Quelque 1.000 km d'océan séparent
l'archipel des Canaries de la Mauritanie. Au prix d'environ mille euros chacun,
gagnés dans l'économie souterraine à Nouakchott ou à
Nouadhibou, les clandestins venus de divers pays d'Afrique noire se lancent
dans la traversée entassés à 40 ou 50 et parfois 70 sur des barques
de pêche relativement robustes, que les médias espagnols ont
baptisées "cayucos". (Le véritable cayuco est une pirogue
amérindienne). Une panne de moteur ou une trop grosse vague seraient trop souvent
mortelles.
Selon des estimations officieuses, au moins 15.000 Subsahariens attendraient
leur tour dans les ports mauritaniens. Dans leur périple vers l'Eldorado
européen, ils ont délaissé la filière marocaine. Depuis
les événements tragiques de l'été et de l'automne 2005 autour
de Ceuta et Melilla, les deux villes espagnoles enclavées au Maroc,
Rabat rapatrie ou déporte vers le Sud les clandestins en transit,
parfois abandonnés dans le désert du Sahara.

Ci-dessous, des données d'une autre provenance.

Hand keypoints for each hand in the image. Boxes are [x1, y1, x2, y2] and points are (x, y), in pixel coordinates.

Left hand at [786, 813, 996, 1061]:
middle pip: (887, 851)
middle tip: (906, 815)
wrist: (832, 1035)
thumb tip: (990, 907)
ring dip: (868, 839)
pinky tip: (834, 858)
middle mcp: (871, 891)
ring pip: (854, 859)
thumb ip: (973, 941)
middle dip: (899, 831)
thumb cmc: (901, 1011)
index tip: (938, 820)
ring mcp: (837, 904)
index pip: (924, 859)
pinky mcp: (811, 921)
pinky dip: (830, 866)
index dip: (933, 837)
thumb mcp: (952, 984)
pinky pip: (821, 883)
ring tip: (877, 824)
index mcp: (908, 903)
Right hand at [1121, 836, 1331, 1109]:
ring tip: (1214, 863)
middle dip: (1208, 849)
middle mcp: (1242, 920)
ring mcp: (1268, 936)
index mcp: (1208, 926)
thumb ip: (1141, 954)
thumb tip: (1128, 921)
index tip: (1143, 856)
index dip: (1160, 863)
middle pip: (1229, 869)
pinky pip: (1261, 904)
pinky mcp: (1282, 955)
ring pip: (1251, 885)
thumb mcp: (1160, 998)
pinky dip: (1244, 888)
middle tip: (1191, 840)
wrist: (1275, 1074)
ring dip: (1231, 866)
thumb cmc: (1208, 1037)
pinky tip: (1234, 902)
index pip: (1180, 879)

Du 1er janvier au 19 mars derniers, 3.567 sans papiers subsahariens ont été
interceptés au large ou sur les côtes des Canaries. Ce chiffre risque de signifier que
plusieurs milliers d'autres auraient péri dans l'Atlantique pendant la même période
si on applique le rapport départs-arrivées relevé le
21 décembre par la garde civile ou le 7 mars par le directeur du Croissant
rouge mauritanien.
La note de la garde civile avertissait de l'intensification probable de cette
émigration maritime, les nombreux candidats au voyage vers les Canaries
n'étant pas informés de l'ampleur des noyades dans l'Atlantique.
La note relève même qu'en décembre, en Mauritanie,
les clandestins subsahariens étaient encouragés par "la rumeur
d'un relâchement [de la vigilance] de la
police espagnole à l'occasion des fêtes de Noël".

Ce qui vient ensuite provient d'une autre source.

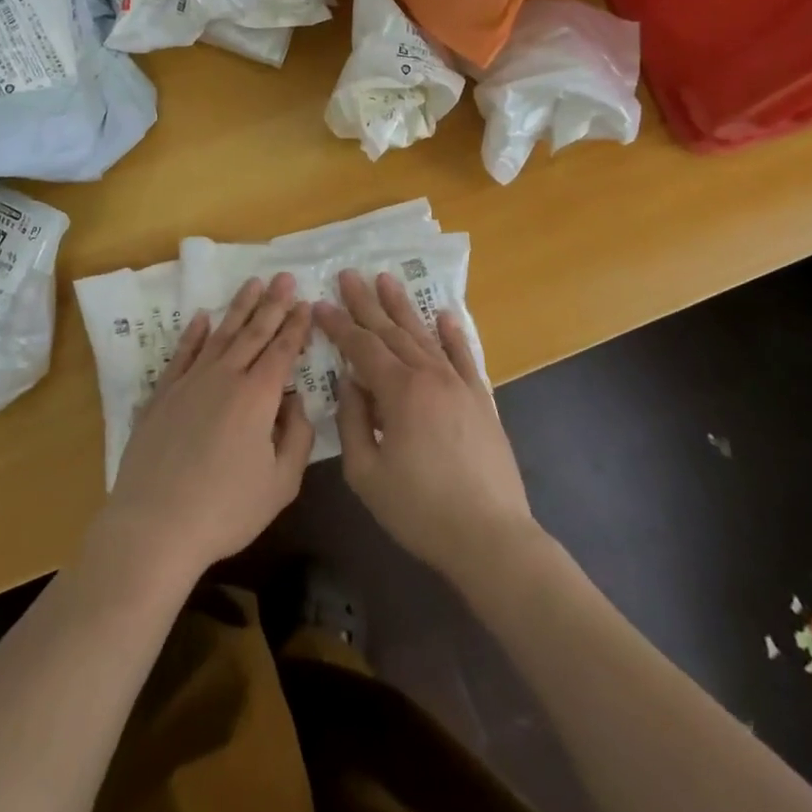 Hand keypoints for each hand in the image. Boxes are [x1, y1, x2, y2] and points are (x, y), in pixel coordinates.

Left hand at [98, 273, 315, 590]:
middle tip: (284, 276)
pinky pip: (182, 354)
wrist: (155, 524)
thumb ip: (296, 436)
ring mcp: (189, 382)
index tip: (305, 301)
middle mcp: (224, 377)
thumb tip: (295, 400)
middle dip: (272, 303)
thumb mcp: (281, 484)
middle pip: (253, 332)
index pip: (282, 350)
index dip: (295, 325)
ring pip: (220, 335)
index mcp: (257, 396)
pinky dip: (193, 334)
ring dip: (238, 308)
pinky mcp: (163, 394)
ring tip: (252, 284)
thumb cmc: (226, 510)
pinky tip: (201, 317)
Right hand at [314, 270, 537, 587]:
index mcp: (399, 391)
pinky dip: (453, 334)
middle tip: (349, 274)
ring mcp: (459, 385)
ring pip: (425, 336)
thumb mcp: (366, 473)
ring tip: (387, 280)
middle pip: (392, 331)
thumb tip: (350, 383)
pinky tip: (445, 314)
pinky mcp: (481, 400)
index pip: (362, 347)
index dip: (338, 325)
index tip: (319, 304)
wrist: (491, 537)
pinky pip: (465, 357)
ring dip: (404, 308)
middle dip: (367, 302)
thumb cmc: (420, 510)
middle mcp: (430, 376)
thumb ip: (352, 421) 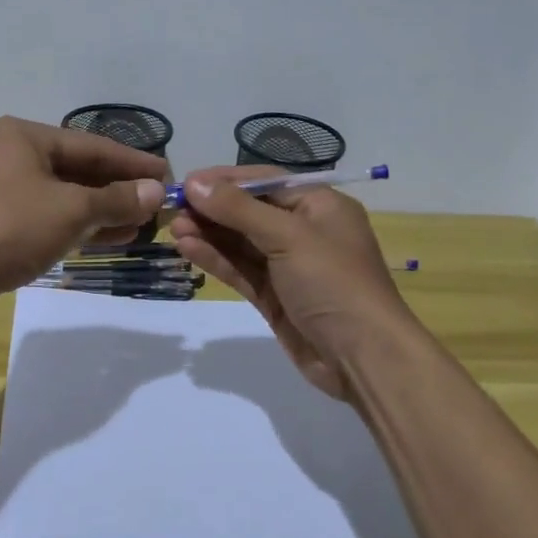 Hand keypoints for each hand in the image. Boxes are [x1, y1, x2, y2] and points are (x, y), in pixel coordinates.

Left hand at [0, 117, 167, 317]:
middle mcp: (15, 155)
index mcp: (26, 137)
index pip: (93, 145)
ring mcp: (7, 189)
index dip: (133, 162)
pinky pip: (53, 216)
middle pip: (81, 169)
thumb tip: (156, 192)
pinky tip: (114, 236)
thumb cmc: (10, 227)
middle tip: (159, 202)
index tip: (169, 173)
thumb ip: (116, 199)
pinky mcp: (4, 221)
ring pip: (68, 195)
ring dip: (106, 210)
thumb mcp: (71, 210)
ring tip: (144, 223)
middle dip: (120, 188)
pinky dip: (82, 225)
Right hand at [168, 167, 417, 402]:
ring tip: (174, 229)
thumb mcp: (288, 237)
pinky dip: (217, 259)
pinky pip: (242, 270)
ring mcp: (289, 266)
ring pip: (242, 243)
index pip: (265, 181)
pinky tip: (188, 250)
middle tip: (173, 210)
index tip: (187, 182)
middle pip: (250, 211)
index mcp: (319, 206)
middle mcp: (304, 231)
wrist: (364, 358)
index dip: (226, 180)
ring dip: (209, 234)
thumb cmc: (334, 282)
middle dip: (213, 210)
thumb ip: (239, 209)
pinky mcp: (275, 297)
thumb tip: (194, 182)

Toujours selon cette note, des fonctionnaires mauritaniens souligneraient
la responsabilité du Maroc, qui "déporte de manière
continue des immigrants" subsahariens vers la frontière entre les
deux pays.
A Madrid, le Parti Populaire (PP, opposition conservatrice) associe le drame
des Subsahariens à "l'effet d'appel" de la régularisation massive
ouverte au printemps 2005 à plus de 600.000 sans papiers par
l'exécutif socialiste de José Luis Rodriguez Zapatero.

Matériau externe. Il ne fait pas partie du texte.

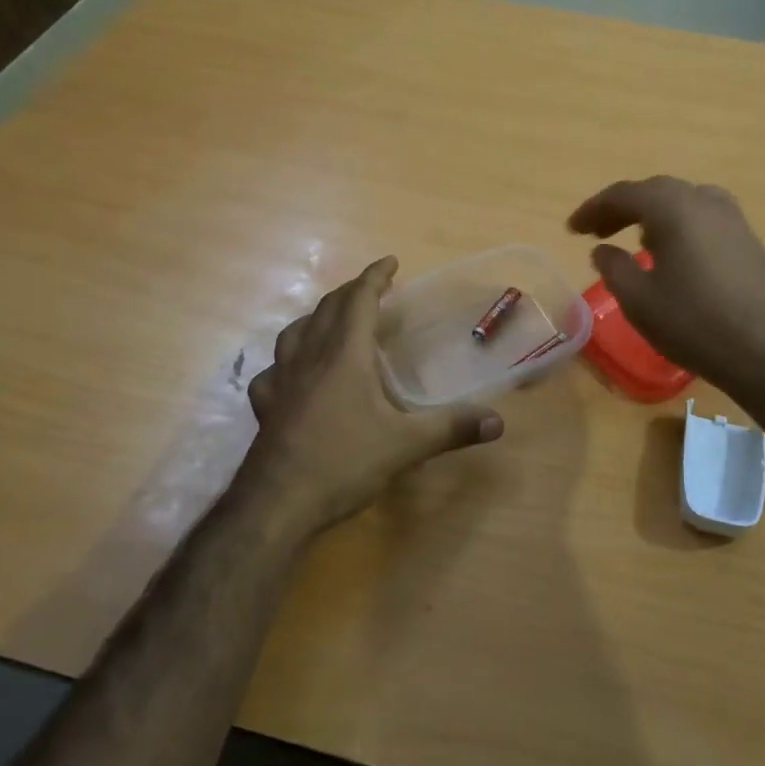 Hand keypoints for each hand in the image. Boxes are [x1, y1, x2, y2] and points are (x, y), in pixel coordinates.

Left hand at [245, 256, 503, 533]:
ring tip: (332, 321)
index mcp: (344, 354)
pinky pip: (273, 371)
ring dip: (317, 318)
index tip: (391, 261)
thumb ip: (452, 428)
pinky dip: (288, 361)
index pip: (359, 300)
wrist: (277, 504)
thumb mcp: (406, 445)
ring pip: (294, 332)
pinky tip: (293, 376)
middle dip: (351, 292)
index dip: (375, 276)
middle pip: (327, 309)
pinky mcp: (265, 406)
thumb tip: (498, 422)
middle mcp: (309, 357)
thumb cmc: (344, 462)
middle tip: (372, 289)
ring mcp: (281, 381)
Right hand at [568, 176, 764, 401]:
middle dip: (623, 209)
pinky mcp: (750, 241)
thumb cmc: (693, 323)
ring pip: (684, 203)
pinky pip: (705, 220)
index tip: (572, 229)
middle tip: (598, 232)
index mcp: (674, 208)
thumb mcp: (639, 300)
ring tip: (636, 241)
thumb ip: (613, 267)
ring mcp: (734, 219)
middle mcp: (705, 201)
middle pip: (655, 192)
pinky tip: (675, 256)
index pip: (623, 194)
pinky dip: (680, 227)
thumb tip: (603, 250)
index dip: (593, 209)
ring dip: (654, 216) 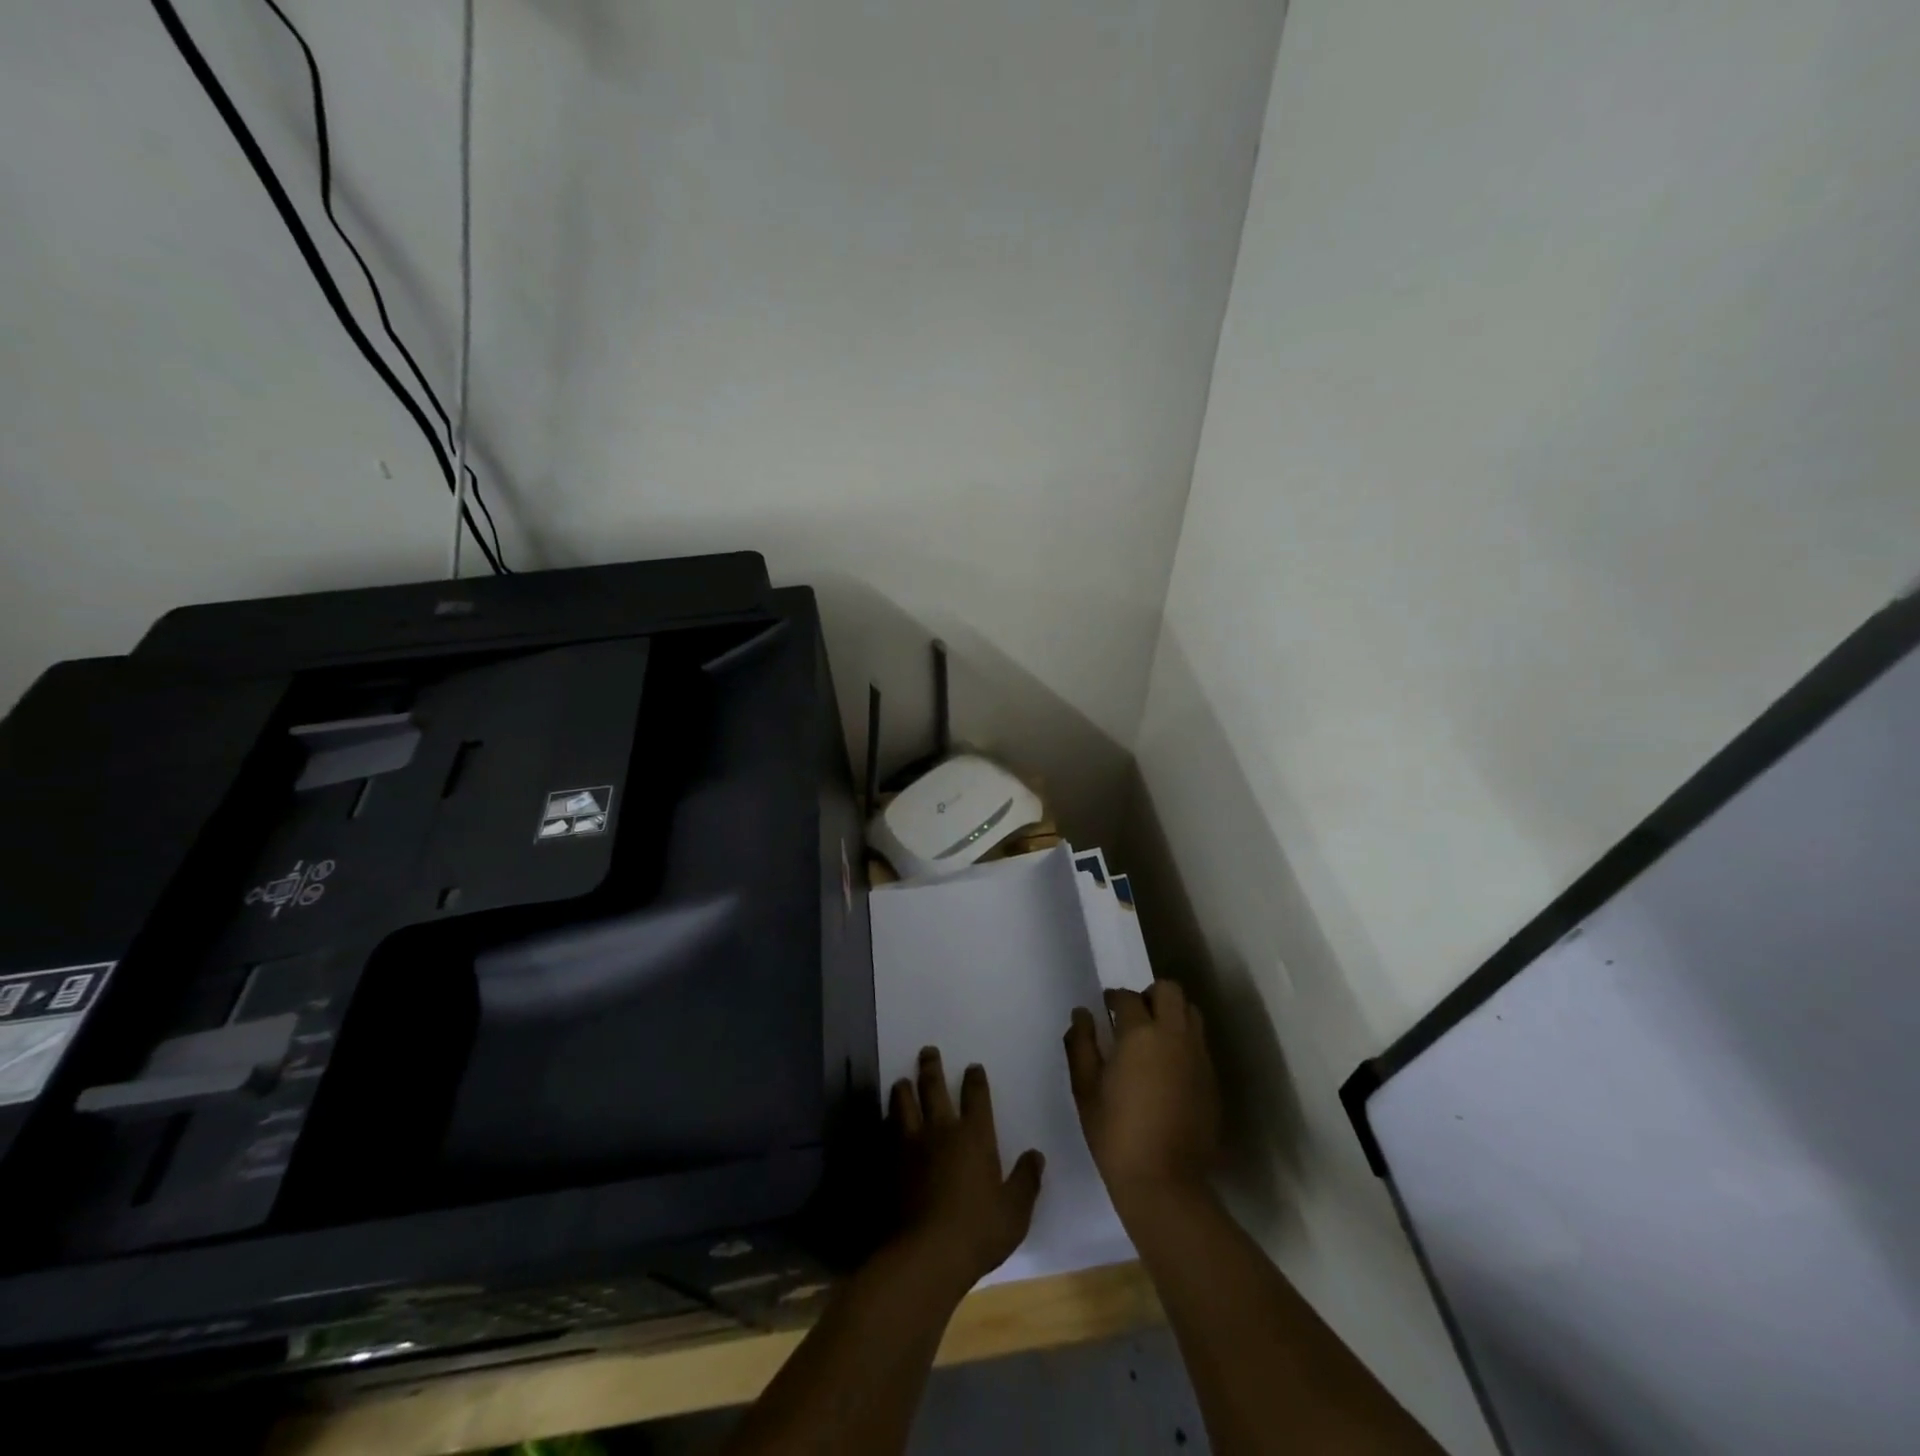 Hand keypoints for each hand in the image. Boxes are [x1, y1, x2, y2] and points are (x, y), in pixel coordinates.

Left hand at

Le PP et les nationalistes catalans de Convergence et Union (CiU) exigent que le ministre de
l'Intérieur explique au Parlement pourquoi le gouvernement,
averti dès décembre d'une catastrophe humanitaire, n'a pas pris aussitôt
les mesures mises en oeuvre depuis quelques jours seulement avec la Mauritanie.
Dans le cadre des flux migratoires records vers l'Espagne (652.300 immigrés
de plus en 2005 selon Eurostat), l'immigration clandestine en provenance
de l'Afrique noire est quantitativement peu significative. Même au rythme
actuel, elle représenterait moins de trois pour cent du flux
annuel global. Cette immigration est néanmoins très médiatisée
en fonction de son caractère dramatique et spectaculaire.